Pues sí, sin duda. Y eso a pesar de lo trillado de la trama principal: nuestra protagonista –Julianna Margulies, de pose elegante y eterno rostro enigmático, ganadora del Emmy 2011 a la mejor actriz principal por este mismo rol- tiene que enfrentarse a un reboot vital en toda regla. A la fuerza ahorcan: a su ambicioso marido le gusta flirtear con el poder y moverse en esa zona gris adosada a lo que se entiende por ilegalidad. Una falsa sensación de “tranquila, cariño, que yo controlo” que se viene abajo tan pronto como estalla el sonoro escándalo sexual, uno de esos que terminan con el otrora todopoderoso fiscal del condado entre rejas y su estólida mujer teniendo que sonreír ante las cámaras mientras escucha su vergonzante confesión.

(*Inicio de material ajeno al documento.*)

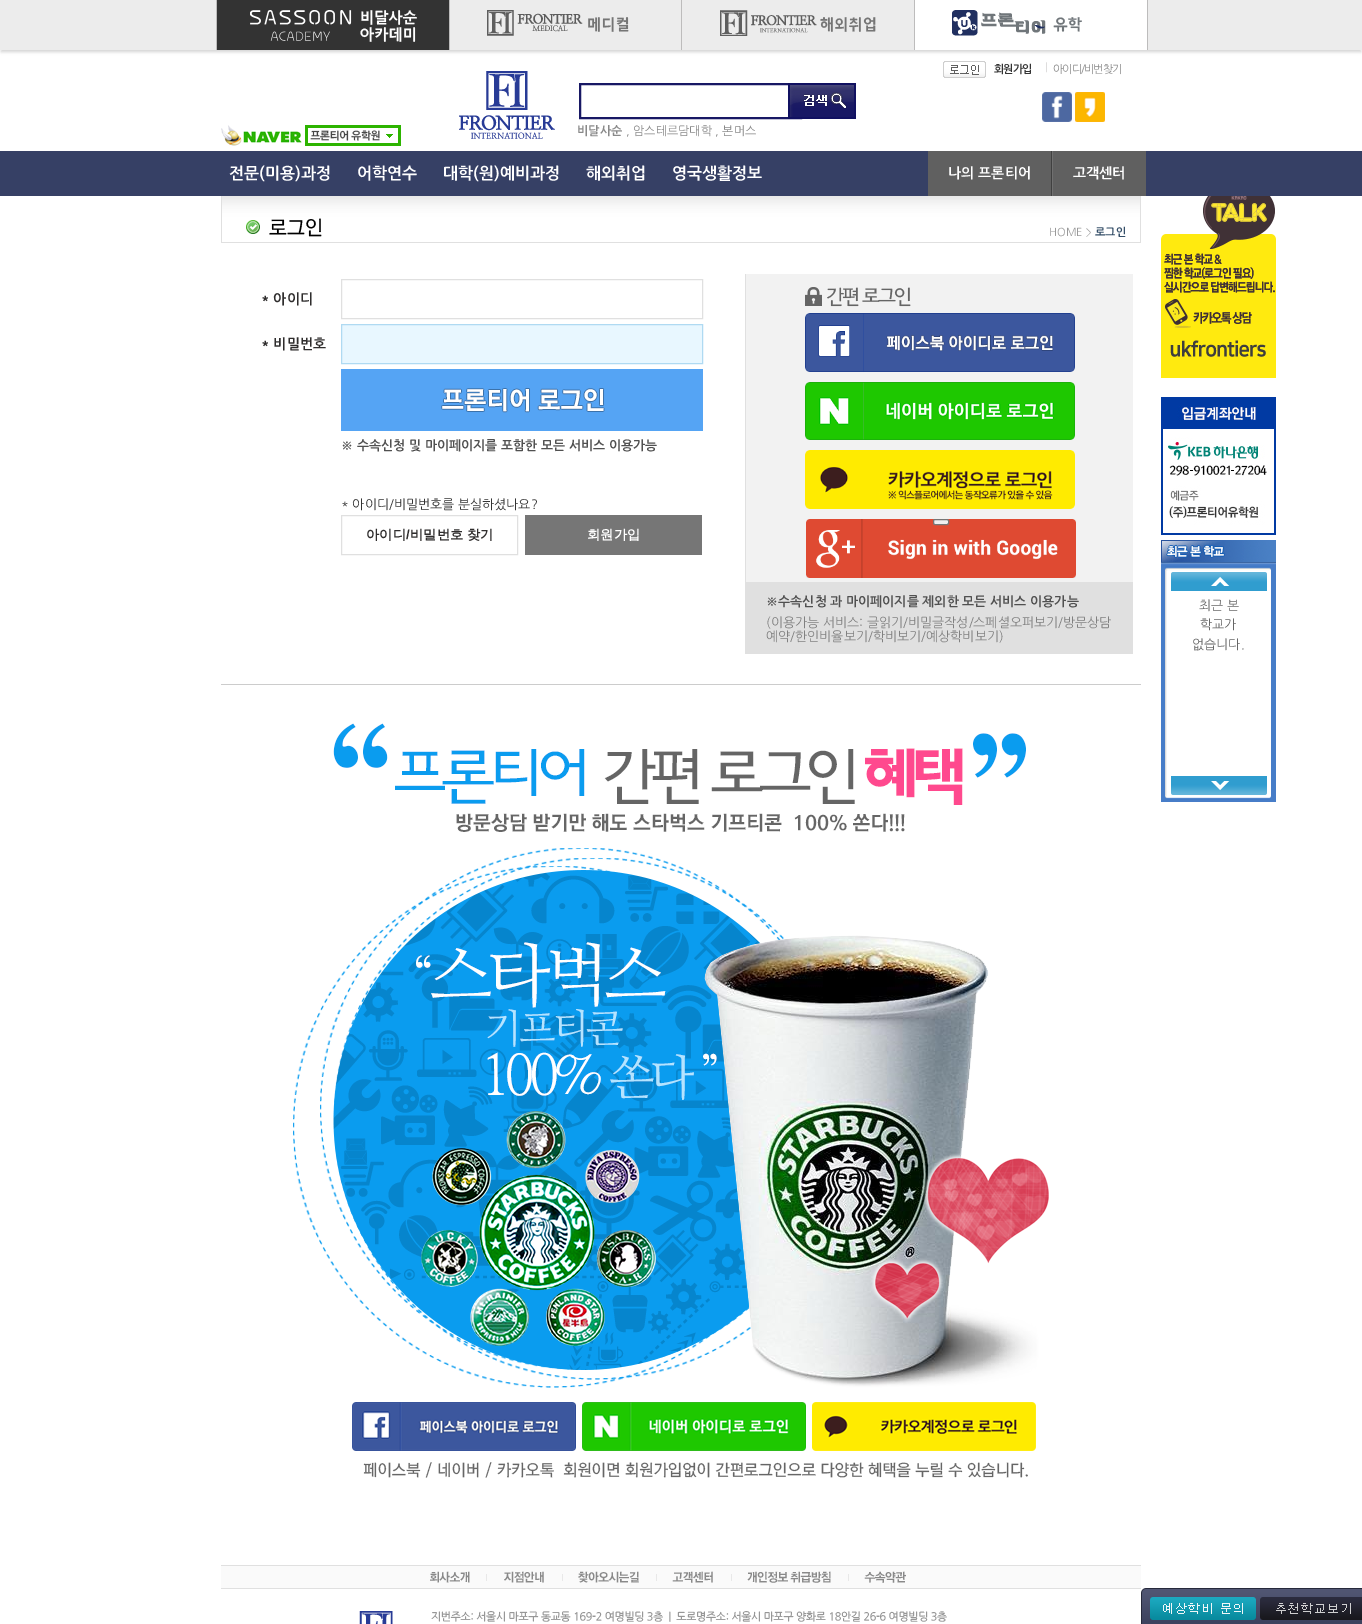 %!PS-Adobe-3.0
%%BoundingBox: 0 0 1362 1624
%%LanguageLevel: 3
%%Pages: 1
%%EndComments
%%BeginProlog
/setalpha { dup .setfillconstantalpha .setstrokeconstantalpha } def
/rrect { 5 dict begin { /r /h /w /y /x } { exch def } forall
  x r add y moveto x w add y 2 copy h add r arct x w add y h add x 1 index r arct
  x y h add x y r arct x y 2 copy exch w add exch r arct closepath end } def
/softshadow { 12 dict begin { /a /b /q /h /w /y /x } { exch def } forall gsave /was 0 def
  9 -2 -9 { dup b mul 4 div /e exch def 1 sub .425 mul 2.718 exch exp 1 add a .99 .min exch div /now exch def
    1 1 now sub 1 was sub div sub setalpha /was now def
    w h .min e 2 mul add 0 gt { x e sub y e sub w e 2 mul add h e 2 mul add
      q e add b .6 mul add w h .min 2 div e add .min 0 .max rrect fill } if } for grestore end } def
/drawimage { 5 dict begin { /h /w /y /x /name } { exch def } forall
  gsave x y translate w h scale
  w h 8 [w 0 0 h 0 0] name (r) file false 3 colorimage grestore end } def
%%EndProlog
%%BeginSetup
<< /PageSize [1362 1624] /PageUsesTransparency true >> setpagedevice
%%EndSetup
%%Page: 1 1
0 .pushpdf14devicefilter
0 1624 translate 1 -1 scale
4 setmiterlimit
1 setgray
0 0 1362 1624 rectfill
0 setgray
1 4 1360 48 0 1.5 0.16 softshadow
0.925 setgray
0 0 1362 50 rectfill
0.2 setgray
217 0 232 50 rectfill
0.741 0.737 0.737 setrgbcolor
216 0 1 50 rectfill
(images/1.raw) 250 10 167 32 drawimage
449 0 1 50 rectfill
(images/2.raw) 487 10 142 26 drawimage
681 0 1 50 rectfill
(images/3.raw) 720 10 156 26 drawimage
1 setgray
915 0 232 50 rectfill
0.741 0.737 0.737 setrgbcolor
1147 0 1 50 rectfill
914 0 1 50 rectfill
(images/4.raw) 952 10 130 26 drawimage
(images/5.raw) 943 61 43 17 drawimage
(images/6.raw) 459 71 96 68 drawimage
(images/7.raw) 1042 92 30 30 drawimage
(images/8.raw) 1075 92 30 30 drawimage
(images/9.raw) 221 125 180 21 drawimage
0.094 0.094 0.392 setrgbcolor
2 setlinewidth
580 84 221 34 rectstroke
(images/10.raw) 788 83 68 36 drawimage
0.212 0.251 0.396 setrgbcolor
0 151 1362 45 rectfill
0.376 setgray
928 151 218 45 rectfill
0.251 setgray
1051 151 1 45 rectfill
0.439 setgray
1052 151 1 45 rectfill
(images/11.raw) 221 196 920 47 drawimage
(images/12.raw) 246 220 14 14 drawimage
(images/13.raw) 269 218 53 19 drawimage
0.878 setgray
1 setlinewidth
341.5 279.5 361 39 rectstroke
0.91 0.969 1 setrgbcolor
newpath 341.5 324.5 moveto 702.5 324.5 lineto 702.5 363.5 lineto 341.5 363.5 lineto closepath gsave fill grestore
0.686 0.855 0.949 setrgbcolor
stroke
(images/14.raw) 341 369 362 62 drawimage
0.878 setgray
341.5 515.5 176 39 rectstroke
0.463 setgray
525 515 177 40 rectfill
0.949 setgray
746 274 387 308 rectfill
0.878 setgray
745 274 1 380 rectfill
(images/15.raw) 805 287 106 20 drawimage
(images/16.raw) 805 313 270 59 drawimage
(images/17.raw) 805 382 270 58 drawimage
(images/18.raw) 805 450 270 59 drawimage
(images/19.raw) 806 519 270 59 drawimage
0.937 setgray
933.5 519.5 15 5 1.5 rrect gsave fill grestore
0.463 setgray
stroke
0.878 setgray
746 582 387 72 rectfill
0.8 setgray
221 684 920 1 rectfill
(images/20.raw) 293 723 756 755 drawimage
(images/21.raw) 1161 196 115 182 drawimage
(images/22.raw) 1161 397 115 138 drawimage
(images/23.raw) 1161 540 115 22 drawimage
(images/24.raw) 1161 562 115 240 drawimage
(images/25.raw) 1171 572 96 19 drawimage
(images/26.raw) 1171 776 96 19 drawimage
(images/27.raw) 221 1565 920 59 drawimage
(images/28.raw) 1141 1588 221 36 drawimage
/NanumGothic-Bold [11 0 0 -11 0 0] selectfont
0.2 setgray
994 73 moveto -1 0 (회원가입) ashow
/NanumGothic-Regular [11 0 0 -11 0 0] selectfont
0.824 0.82 0.82 setrgbcolor
1045 71 moveto (|) show
0.537 setgray
1053 73 moveto -1 0 (아이디/비번찾기) ashow
/NanumGothic-Bold [12 0 0 -12 0 0] selectfont
577 135 moveto (비달사순) show
/NanumGothic-Regular [12 0 0 -12 0 0] selectfont
626 135 moveto (, 암스테르담대학 , 본머스) show
/NanumGothic-Bold [16 0 0 -16 0 0] selectfont
1 setgray
229 179 moveto (전문\(미용\)과정) show
357 179 moveto (어학연수) show
443 179 moveto (대학\(원\)예비과정) show
586 179 moveto (해외취업) show
672 179 moveto (영국생활정보) show
/NanumGothic-Bold [14 0 0 -14 0 0] selectfont
948 178 moveto (나의 프론티어) show
1073 178 moveto (고객센터) show
/NanumGothic-Regular [11 0 0 -11 0 0] selectfont
0.6 setgray
1049 236 moveto (HOME) show
/NanumGothic-Regular [10 0 0 -10 0 0] selectfont
1086 236 moveto (>) show
/NanumGothic-Bold [11 0 0 -11 0 0] selectfont
0.204 0.306 0.408 setrgbcolor
1095 236 moveto (로그인) show
/NanumGothic-Bold [14 0 0 -14 0 0] selectfont
0.184 0.176 0.176 setrgbcolor
261 304 moveto (* 아이디) show
261 349 moveto (* 비밀번호) show
/NanumGothic-Bold [12.9 0 0 -12.9 0 0] selectfont
0.314 setgray
341 450 moveto (※ 수속신청 및 마이페이지를 포함한 모든 서비스 이용가능) show
/NanumGothic-Regular [12.9 0 0 -12.9 0 0] selectfont
0.2 setgray
341 509 moveto (* 아이디/비밀번호를 분실하셨나요?) show
/WenQuanYiZenHei-Bold [13.25 0 0 -13.25 0 0] selectfont
0.184 0.176 0.176 setrgbcolor
366 539 moveto (아이디) show
/LiberationSans-Bold [13.25 0 0 -13.25 0 0] selectfont
406 539 moveto (/) show
/WenQuanYiZenHei-Bold [13.25 0 0 -13.25 0 0] selectfont
410 539 moveto (비밀번호 찾기) show
1 setgray
587 539 moveto (회원가입) show
/NanumGothic-Bold [12.9 0 0 -12.9 0 0] selectfont
0.314 setgray
766 606 moveto (※수속신청 과 마이페이지를 제외한 모든 서비스 이용가능) show
/NanumGothic-Regular [12.9 0 0 -12.9 0 0] selectfont
0.502 setgray
766 627 moveto (\(이용가능 서비스: 글읽기/비밀글작성/스페셜오퍼보기/방문상담) show
766 641 moveto (예약/한인비율보기/학비보기/예상학비보기\)) show
0.4 setgray
1199 610 moveto (최근 본) show
1200 629 moveto (학교가) show
1192 649 moveto (없습니다.) show
.poppdf14devicefilter showpage
%%EOF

Pero a pesar de todo… los Florrick no se separan, Alicia sigue junto a él. ¿Por qué? La respuesta no es sencilla, aunque en un principio nos parezca que lo único que ha hecho la esposa engañada sea calcular los pros y los contras y decidir fríamente lo que más le conviene a ella y a sus hijos. (¿Y por qué no? Si las apariencias han resultado ser tan importantes… ¿por qué no simular ser “la buena mujer” del título?)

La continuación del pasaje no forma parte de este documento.